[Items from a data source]
======
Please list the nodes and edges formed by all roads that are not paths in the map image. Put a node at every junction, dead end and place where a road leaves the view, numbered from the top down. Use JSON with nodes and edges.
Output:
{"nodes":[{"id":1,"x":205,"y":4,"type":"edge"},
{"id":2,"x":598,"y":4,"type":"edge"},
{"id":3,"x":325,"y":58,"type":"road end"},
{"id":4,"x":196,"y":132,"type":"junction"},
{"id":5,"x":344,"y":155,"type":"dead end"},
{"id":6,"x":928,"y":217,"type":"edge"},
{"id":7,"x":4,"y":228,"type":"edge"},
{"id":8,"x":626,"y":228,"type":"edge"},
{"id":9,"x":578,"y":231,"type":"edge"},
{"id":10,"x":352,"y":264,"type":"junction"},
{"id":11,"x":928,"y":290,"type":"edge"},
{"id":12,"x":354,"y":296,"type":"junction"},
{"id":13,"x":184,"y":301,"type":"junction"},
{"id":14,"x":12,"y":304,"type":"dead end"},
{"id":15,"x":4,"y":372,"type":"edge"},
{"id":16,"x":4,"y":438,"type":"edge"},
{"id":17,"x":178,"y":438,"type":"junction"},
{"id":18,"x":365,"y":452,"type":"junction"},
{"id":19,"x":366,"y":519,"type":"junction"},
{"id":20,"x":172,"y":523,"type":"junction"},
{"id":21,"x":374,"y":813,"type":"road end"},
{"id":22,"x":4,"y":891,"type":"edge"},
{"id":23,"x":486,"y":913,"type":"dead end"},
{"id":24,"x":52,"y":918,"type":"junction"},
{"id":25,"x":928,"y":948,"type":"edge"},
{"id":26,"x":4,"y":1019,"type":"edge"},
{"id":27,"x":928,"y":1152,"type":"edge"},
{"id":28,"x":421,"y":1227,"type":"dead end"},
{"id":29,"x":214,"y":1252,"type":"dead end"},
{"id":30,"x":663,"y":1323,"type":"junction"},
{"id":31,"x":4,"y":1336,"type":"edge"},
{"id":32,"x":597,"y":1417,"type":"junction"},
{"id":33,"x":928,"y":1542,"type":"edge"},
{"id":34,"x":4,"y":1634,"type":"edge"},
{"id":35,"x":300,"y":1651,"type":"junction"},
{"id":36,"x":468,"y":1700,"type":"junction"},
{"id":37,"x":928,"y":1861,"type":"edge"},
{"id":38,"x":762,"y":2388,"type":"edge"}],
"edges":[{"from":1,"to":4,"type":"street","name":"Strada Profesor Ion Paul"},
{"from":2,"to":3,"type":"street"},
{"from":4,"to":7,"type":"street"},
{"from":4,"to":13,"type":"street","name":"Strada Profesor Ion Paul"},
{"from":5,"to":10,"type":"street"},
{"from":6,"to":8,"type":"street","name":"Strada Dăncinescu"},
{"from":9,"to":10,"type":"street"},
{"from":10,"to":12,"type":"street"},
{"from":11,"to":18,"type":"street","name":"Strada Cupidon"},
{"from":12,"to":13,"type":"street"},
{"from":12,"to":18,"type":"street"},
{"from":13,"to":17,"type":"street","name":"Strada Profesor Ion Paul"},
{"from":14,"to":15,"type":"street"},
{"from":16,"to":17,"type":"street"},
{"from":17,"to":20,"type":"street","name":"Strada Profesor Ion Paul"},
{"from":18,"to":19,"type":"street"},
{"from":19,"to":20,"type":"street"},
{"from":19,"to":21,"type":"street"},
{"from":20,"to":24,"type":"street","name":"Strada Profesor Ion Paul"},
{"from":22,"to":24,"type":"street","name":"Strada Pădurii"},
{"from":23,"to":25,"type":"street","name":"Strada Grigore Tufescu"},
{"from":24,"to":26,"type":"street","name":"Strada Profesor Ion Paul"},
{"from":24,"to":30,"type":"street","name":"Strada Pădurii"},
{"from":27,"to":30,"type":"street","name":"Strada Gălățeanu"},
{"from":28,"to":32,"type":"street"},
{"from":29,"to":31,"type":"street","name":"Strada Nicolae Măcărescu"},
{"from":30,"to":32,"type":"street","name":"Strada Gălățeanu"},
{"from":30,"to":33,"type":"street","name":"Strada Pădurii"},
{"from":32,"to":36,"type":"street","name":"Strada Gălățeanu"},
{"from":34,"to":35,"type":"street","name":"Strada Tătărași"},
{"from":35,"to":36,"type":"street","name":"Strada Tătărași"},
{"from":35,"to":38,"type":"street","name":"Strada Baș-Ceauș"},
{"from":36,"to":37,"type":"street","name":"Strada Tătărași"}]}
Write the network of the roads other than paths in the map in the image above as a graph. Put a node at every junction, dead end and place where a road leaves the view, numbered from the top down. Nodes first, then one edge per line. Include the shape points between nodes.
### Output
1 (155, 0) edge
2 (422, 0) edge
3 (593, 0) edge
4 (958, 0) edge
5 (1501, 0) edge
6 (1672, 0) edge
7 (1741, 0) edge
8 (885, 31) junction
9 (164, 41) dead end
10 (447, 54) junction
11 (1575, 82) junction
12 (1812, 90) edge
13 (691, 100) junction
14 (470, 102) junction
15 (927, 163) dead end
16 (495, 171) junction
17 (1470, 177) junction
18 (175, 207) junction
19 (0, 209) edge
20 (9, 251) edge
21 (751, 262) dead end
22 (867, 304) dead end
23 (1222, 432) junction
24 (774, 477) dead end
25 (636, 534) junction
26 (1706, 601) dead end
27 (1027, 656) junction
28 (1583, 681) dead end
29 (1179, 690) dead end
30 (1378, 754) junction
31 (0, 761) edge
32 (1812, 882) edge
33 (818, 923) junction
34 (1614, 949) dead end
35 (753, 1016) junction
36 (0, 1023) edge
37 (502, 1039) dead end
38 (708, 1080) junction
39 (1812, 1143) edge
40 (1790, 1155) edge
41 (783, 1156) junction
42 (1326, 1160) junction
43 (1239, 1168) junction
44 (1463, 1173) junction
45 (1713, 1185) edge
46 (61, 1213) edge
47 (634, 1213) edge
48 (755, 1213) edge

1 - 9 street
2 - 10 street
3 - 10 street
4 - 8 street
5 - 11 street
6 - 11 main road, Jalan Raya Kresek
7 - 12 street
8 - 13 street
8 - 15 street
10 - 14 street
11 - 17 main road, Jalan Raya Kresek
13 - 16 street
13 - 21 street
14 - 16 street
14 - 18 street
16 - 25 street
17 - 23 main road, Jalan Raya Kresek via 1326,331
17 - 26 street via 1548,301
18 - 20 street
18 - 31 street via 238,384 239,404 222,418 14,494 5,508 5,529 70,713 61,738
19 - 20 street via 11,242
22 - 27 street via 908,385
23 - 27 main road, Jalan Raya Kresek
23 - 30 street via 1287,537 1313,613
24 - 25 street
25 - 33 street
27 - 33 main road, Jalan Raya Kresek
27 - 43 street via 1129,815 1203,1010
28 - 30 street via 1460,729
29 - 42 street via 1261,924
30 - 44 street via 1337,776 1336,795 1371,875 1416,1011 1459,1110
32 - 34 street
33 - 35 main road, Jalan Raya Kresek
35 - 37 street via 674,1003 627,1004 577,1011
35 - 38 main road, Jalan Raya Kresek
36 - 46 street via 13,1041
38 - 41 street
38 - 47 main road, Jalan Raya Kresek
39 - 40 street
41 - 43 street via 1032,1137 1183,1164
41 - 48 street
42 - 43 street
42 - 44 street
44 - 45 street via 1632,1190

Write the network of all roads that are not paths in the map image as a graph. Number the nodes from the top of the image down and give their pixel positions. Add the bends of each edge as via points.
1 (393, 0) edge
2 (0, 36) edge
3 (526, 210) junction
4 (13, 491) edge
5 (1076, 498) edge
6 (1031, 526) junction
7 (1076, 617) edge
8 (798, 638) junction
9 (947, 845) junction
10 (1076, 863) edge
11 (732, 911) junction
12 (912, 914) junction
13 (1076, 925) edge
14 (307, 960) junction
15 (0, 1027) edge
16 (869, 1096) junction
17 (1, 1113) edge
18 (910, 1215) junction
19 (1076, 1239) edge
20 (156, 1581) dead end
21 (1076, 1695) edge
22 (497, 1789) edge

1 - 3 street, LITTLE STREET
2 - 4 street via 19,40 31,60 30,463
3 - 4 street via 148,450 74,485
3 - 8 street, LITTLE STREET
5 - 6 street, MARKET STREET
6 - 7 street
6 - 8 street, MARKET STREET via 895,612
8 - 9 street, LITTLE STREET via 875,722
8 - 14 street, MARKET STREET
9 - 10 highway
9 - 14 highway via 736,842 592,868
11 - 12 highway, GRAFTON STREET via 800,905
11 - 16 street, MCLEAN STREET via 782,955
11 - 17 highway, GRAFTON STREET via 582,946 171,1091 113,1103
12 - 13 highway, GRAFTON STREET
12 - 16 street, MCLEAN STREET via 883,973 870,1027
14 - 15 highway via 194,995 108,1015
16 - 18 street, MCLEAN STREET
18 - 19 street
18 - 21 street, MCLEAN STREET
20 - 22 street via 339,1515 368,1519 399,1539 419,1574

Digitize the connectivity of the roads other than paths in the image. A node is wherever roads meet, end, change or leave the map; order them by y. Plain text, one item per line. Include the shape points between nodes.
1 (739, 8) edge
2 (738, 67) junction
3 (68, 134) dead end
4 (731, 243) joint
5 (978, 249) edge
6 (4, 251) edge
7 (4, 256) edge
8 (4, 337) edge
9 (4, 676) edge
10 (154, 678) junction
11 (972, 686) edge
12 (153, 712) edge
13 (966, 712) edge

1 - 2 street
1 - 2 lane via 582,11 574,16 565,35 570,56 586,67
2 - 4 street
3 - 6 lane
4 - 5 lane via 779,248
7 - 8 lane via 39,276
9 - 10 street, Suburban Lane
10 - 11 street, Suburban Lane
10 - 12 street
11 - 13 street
======
--- What the task asks ---
Tally the lines above that include the word "Paul"; answer with the total only.

--- Answer to the exercise ---
6